Cristina Stillitano è stata ferita al braccio mentre camminava in via della Giuliana
Non è soltanto la paura di una donna ferita mentre camminava per strada a Roma. A Prati, a due passi dal Vaticano, cresce l’apprensione dopo il caso di Cristina Stillitano, colpita al braccio da quello che, secondo le prime ricostruzioni, potrebbe essere un proiettile sparato con un’arma ad aria compressa.
La 50enne stava camminando in via della Giuliana quando ha sentito un forte colpo alla spalla. Poi si è accorta di sanguinare. Il proiettile sarebbe rimasto conficcato in profondità nel braccio, tanto da rendere necessario un intervento chirurgico per rimuoverlo.
Ma adesso, nel quartiere, a preoccupare sono soprattutto le testimonianze di altre persone che raccontano episodi simili.

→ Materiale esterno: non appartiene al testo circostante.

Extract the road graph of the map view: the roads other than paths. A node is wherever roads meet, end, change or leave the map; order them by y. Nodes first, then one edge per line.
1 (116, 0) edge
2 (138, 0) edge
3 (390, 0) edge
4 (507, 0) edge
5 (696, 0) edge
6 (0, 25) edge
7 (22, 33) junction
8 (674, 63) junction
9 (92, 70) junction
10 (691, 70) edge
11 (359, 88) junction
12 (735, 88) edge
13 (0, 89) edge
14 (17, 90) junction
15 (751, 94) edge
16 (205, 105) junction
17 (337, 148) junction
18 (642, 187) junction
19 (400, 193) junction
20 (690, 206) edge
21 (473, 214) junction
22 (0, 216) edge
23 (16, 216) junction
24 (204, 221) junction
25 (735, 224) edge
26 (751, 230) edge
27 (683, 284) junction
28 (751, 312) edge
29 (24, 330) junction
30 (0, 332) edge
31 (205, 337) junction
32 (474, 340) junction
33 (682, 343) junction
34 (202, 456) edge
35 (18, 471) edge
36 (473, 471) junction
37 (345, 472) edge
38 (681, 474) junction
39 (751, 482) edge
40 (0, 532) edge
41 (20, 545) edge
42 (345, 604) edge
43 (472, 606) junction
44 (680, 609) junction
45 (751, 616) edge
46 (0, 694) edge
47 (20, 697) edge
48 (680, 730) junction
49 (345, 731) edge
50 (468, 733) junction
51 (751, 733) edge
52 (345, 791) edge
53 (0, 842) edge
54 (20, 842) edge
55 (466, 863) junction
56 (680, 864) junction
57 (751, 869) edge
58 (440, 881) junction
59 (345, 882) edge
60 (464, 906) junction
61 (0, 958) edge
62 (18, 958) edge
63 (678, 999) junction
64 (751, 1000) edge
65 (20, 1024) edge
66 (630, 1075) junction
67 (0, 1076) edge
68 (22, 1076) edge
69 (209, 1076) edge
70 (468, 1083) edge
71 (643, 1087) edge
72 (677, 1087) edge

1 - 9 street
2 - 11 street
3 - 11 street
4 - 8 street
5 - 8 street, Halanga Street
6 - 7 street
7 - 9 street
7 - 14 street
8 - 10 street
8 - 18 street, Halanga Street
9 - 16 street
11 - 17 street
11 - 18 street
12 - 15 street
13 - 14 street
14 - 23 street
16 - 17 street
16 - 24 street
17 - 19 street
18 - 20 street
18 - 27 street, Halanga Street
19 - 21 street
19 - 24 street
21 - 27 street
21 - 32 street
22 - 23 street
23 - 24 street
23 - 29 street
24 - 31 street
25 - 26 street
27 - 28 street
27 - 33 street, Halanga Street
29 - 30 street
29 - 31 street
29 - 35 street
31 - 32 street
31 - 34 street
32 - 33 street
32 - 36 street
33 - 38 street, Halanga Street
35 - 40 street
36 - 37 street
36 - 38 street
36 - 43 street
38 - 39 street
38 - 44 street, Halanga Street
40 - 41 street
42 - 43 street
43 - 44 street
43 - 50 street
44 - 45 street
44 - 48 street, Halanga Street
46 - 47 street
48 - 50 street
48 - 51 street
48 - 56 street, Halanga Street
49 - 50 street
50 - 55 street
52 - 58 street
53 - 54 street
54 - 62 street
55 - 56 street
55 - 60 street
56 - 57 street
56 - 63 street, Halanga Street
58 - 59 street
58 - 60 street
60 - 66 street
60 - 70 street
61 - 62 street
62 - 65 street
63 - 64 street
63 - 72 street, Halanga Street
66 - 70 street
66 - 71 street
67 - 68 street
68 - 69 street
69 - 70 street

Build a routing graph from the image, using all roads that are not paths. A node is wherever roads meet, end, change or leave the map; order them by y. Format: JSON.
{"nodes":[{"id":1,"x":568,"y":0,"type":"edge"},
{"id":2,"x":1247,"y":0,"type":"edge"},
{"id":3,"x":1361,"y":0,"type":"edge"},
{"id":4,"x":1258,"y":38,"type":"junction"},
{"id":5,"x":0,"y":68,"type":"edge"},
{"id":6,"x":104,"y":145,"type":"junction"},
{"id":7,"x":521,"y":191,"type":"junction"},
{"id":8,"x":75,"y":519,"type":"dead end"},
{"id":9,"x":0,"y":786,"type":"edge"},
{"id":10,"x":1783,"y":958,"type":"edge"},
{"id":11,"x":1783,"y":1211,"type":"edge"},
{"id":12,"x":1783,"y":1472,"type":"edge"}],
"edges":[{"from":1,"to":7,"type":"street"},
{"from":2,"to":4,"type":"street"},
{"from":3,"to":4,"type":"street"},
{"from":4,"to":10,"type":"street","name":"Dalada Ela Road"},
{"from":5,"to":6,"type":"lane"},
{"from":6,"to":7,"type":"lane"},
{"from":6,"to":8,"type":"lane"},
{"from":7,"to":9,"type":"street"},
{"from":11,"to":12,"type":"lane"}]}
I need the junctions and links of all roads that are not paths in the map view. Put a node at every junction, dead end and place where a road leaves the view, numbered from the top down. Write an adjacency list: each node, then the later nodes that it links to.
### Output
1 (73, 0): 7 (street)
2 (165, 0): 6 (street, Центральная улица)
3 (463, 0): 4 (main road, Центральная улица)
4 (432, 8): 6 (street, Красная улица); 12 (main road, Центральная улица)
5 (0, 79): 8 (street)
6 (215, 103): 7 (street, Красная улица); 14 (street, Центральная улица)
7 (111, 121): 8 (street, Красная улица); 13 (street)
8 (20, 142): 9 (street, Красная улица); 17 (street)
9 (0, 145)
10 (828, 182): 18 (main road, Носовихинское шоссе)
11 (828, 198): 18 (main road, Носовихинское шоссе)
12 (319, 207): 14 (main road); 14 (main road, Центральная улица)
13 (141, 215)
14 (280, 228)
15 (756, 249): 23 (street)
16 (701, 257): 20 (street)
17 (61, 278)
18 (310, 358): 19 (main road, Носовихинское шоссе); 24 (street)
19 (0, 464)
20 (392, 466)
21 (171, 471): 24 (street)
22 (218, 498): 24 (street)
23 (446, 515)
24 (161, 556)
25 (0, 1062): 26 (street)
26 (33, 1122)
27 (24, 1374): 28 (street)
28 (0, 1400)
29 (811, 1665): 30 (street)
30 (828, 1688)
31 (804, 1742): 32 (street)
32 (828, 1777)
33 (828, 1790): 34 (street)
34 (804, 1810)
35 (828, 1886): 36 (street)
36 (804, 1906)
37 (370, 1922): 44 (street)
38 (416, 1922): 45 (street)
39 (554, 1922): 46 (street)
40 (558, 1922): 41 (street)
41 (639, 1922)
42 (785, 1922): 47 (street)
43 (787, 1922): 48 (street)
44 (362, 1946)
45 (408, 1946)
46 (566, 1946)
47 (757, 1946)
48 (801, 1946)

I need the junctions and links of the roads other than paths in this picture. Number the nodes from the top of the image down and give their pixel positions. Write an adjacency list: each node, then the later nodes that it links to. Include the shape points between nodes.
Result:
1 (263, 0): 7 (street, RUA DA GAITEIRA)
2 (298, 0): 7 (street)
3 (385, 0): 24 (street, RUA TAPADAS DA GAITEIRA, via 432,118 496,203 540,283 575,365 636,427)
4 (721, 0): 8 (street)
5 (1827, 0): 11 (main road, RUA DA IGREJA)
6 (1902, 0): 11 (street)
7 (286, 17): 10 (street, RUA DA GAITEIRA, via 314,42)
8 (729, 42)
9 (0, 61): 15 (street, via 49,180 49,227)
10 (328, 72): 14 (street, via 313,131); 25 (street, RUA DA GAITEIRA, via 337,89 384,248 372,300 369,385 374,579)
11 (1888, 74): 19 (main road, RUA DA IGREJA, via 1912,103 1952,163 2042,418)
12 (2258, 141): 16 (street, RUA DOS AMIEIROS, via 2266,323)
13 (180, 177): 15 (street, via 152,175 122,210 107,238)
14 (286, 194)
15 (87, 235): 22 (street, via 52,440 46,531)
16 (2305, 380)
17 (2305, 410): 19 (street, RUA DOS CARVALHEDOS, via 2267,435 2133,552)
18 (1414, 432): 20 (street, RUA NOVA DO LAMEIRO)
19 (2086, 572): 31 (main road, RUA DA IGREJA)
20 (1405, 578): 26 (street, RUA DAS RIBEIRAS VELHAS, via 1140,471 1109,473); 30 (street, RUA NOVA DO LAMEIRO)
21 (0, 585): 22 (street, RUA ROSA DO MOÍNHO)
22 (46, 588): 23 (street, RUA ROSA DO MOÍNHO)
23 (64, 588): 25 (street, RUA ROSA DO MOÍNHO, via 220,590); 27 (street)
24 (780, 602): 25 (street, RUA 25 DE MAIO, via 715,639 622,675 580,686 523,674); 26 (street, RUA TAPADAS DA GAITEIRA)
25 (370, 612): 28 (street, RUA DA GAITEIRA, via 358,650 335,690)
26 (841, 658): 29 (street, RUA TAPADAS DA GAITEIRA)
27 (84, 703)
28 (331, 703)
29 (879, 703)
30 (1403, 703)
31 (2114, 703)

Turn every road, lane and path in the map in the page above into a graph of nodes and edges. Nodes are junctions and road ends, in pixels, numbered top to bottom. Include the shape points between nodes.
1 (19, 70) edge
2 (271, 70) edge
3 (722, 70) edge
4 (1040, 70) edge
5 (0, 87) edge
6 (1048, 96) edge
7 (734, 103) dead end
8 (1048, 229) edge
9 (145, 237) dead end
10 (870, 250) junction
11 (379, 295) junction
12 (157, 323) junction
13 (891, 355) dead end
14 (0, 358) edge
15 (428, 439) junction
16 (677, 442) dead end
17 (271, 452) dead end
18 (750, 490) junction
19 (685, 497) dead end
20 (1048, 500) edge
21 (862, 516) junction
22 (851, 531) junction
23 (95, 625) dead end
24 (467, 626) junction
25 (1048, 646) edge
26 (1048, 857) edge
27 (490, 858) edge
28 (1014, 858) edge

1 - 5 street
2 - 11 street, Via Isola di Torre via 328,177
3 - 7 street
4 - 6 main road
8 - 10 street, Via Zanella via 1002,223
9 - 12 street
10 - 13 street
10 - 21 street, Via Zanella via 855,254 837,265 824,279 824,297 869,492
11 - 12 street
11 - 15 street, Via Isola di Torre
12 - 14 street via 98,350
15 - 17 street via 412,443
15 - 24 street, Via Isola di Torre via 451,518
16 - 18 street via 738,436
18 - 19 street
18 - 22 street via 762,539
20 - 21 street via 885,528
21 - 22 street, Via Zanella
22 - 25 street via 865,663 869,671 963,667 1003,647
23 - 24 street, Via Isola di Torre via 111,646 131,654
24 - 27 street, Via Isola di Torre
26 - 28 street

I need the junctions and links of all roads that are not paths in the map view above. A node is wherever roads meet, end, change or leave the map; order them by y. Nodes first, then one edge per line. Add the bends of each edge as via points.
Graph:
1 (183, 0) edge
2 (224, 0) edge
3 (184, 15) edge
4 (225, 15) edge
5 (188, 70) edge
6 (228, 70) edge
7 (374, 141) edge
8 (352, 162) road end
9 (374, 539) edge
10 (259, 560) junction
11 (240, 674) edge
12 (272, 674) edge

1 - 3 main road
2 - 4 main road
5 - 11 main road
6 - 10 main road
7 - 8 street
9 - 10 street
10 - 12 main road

«Non è successo solo a lei»: la paura nel quartiere
Dopo l’aggressione a Stillitano, alcuni residenti ed esercenti avrebbero riferito di altri episodi con quelli che vengono descritti come “gommini” sparati contro le persone.
Testimonianze sul fenomeno sono state raccolte anche durante La Vita in diretta, alimentando l’apprensione tra chi vive e lavora nella zona.
Secondo quanto raccontato dalla stessa Stillitano, alcuni commercianti di via della Giuliana le avrebbero riferito che da diversi giorni qualcuno sparerebbe contro donne o turiste di passaggio, senza finora provocare ferite. Uno dei proiettili sarebbe stato anche raccolto e conservato.
Si tratta di circostanze che dovranno essere verificate dagli investigatori, ma che contribuiscono a spiegare il clima di preoccupazione che si è creato nel quartiere.
I fori in strada fanno scattare l’allarme
A destare apprensione sono anche alcuni fori individuati sulla strada e nelle immediate vicinanze, elementi che i residenti collegano alla possibilità che qualcuno stia sparando con un’arma ad aria compressa.
Anche in questo caso saranno gli accertamenti dei carabinieri a stabilire se quei segni siano effettivamente riconducibili agli episodi segnalati e se esista un collegamento con il ferimento di Stillitano.
Il timore, però, è già concreto tra chi percorre quotidianamente quella strada: se qualcuno sta davvero sparando dai dintorni contro i passanti, nessuno può sapere dove finirà il prossimo colpo.
Il marito: «E se ci fosse qualcuno che spara alle persone a casa?»
A rendere ancora più inquietante il quadro è la preoccupazione espressa dal marito della donna ferita. Il timore della famiglia è che dietro gli episodi possa esserci una persona disturbata capace di prendere di mira le persone non soltanto mentre camminano per strada, ma potenzialmente anche dalle abitazioni.
Un’ipotesi, questa, che al momento resta un timore della famiglia e non una conclusione investigativa. Ma rende bene il livello di allarme raggiunto dopo il ferimento.
La domanda che ora si fanno residenti e commercianti è quindi una: si è trattato di un episodio isolato oppure qualcuno sta davvero prendendo di mira le persone nella zona?
Il proiettile è ancora nel braccio
Nel frattempo Cristina Stillitano deve fare i conti con le conseguenze concrete di quel colpo.
Dopo essere arrivata autonomamente al pronto soccorso del Santo Spirito, i medici avrebbero accertato che il proiettile, verosimilmente di piombo o comunque di materiale radiopaco, è ancora presente in profondità nel braccio.
«La maglietta era forata e anche nella carne si vedeva un foro netto e preciso, di circa 5 millimetri», ha raccontato la donna sui social.
E poi il pensiero a cosa sarebbe potuto accadere se il colpo avesse raggiunto un’altra parte del corpo: «Se mi avesse presa alla tempia, al torace o in un occhio, non so davvero cosa sarebbe successo».
Carabinieri al lavoro, ma nel punto non ci sarebbero telecamere
Sul caso indagano i carabinieri della stazione Prati, che stanno ascoltando residenti e commercianti per cercare di ricostruire da dove sia partito il colpo e individuare il responsabile.
Un elemento che potrebbe rendere più complicati gli accertamenti è che nel punto esatto in cui la donna è stata colpita non ci sarebbero telecamere.
Gli investigatori dovranno quindi verificare anche le testimonianze sugli altri presunti episodi, la natura dei proiettili eventualmente recuperati e quei segni segnalati in strada.
Intanto, a Prati, il caso di Cristina Stillitano ha lasciato una domanda che pesa sulla quotidianità di chi vive nella zona: e se quella donna fosse stata soltanto la prima persona davvero colpita?